He soon became well known for his expertise in explosives, even called on to help with crime investigations or to testify at trials. And he soon gathered a following of other dreamers and what we would now call “geeks” around him who continued to experiment and try new ideas for rocket designs and various fuels. He eventually became a one of three men invited to join the California Institute of Technology's rocket research group, which they later named the “Jet Propulsion Laboratory” because rockets were still looked on by most as just toys. He later received a grant from a wealthy donor to fund more serious experiments. As news came of Germany’s experiments with rocketry surfaced, and then America’s war preparations, he formed a company and was able to convince the military that rockets could even assist aircraft in short takeoffs. They had demonstrated their effectiveness with several types of planes by 1939. Soon after that, his group launched the first airplane flight that was powered only by rockets and by 1944 were supplying the military with 20,000 per month. With the end of the war, the military began to lose interest and planes were becoming more powerful. Eventually General Tire and Rubber took a controlling interest in his company and later Parsons was convinced to sell his stock for a pittance, partly because it was feared that his religious interests would become a problem for the company.
During all of this, Parsons, like many other early scientists, had become very interested in magic and in the occult. He joined a religious group, the Thelemas, that promoted free love, alcohol and drugs, and midnight magic rituals. One of those who became involved in his group was L. Ron Hubbard. His relationship with Hubbard ends with Hubbard leaving the country with Parson’s “wife” Sara and most of his life savings. Hubbard later went on to mix some of the rituals, the ideas, and the “science” into a new “religion” which he called Scientology. After leaving his company, he did various other work in rocketry and missiles but was accused of being a subversive because of his involvement in occultic practices and was stripped of his security clearance. He eventually got it back and got a job with Hughes Aircraft and then was offered a job by the new nation of Israel which was trying to develop a rocket program. When he was working on some technical reports for Israel, he was accused of espionage and his security clearance was removed again. He never worked in rocketry again.

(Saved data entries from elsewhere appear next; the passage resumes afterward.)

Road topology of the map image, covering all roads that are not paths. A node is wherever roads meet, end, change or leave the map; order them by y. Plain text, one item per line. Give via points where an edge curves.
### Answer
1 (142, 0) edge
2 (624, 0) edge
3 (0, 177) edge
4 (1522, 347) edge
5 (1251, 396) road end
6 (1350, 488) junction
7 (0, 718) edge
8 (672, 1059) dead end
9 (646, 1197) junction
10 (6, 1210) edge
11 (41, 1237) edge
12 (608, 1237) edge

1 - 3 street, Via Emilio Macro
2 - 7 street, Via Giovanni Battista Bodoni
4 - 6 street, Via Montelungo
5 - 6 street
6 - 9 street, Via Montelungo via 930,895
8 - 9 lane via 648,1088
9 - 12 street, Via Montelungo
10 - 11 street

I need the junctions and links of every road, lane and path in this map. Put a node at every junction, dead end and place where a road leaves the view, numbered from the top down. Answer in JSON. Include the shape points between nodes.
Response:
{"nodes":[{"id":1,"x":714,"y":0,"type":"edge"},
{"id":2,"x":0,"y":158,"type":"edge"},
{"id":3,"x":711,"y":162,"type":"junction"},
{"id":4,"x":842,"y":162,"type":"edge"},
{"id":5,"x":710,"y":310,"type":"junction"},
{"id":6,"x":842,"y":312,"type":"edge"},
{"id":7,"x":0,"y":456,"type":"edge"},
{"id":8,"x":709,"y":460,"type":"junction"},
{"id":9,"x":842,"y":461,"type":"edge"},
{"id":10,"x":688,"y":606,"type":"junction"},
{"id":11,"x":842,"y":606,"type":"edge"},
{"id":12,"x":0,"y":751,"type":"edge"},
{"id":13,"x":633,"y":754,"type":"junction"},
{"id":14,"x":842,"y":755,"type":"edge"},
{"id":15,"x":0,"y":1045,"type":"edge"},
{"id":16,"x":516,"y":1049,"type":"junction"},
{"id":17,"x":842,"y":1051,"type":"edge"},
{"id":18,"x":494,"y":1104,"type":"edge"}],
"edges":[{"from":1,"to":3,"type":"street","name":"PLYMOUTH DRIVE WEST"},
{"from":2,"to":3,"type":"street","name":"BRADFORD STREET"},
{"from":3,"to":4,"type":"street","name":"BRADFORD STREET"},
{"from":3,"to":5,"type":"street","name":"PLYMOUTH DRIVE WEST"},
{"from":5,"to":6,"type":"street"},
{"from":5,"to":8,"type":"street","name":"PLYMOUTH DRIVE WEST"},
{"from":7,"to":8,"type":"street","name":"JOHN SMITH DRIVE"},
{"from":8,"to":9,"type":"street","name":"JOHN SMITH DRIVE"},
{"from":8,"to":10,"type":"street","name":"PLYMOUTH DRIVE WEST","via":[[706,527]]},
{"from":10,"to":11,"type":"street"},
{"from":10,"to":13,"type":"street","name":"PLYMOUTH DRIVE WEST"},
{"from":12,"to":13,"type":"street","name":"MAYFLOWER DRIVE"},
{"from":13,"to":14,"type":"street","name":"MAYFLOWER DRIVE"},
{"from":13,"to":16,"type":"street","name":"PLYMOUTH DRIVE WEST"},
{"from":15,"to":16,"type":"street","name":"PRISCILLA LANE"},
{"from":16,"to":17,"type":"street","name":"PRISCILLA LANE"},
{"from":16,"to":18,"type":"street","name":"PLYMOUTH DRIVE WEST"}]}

When he died, the police report stated that it was an accident. He was know to have sweaty hands and he was mixing some explosives in a coffee can and it was likely that it slipped from his hand. Some said that it was an execution by someone in the government or maybe from Hughes for possibly taking company secrets to give to Israel Others said, however, that he was depressed and that it was suicide, though Pendle thinks that is very unlikely since he and his wife were leaving that day for a vacation and he was rushing to finish up a batch of explosives for a client before they could leave. When you think of space and rockets, there are a lot of names that pop up but his is not one of them, at least not in popular culture. He was mostly forgotten. But his hand is behind so much of today’s aerospace industry. He believed in rocket and jeg propulsion when those ideas were considered wild fiction suitable for only those who didn’t understand science. He invented the solid fuel that is still used in many rockets and missiles today. He was self-taught, never having even graduated from college, much less having any advanced degree. And he kept at it even when no one else believed. And he had good company. Interestingly, among Wernher von Braun’s papers, it was discovered that he long had a subscription to the American magazine Astounding Science Fiction and even when the US and Germany went to war, he kept that subscription using a mail drop in neutral Sweden. Both of them got many of their ideas and inspiration from the stories and the drawings from that magazine.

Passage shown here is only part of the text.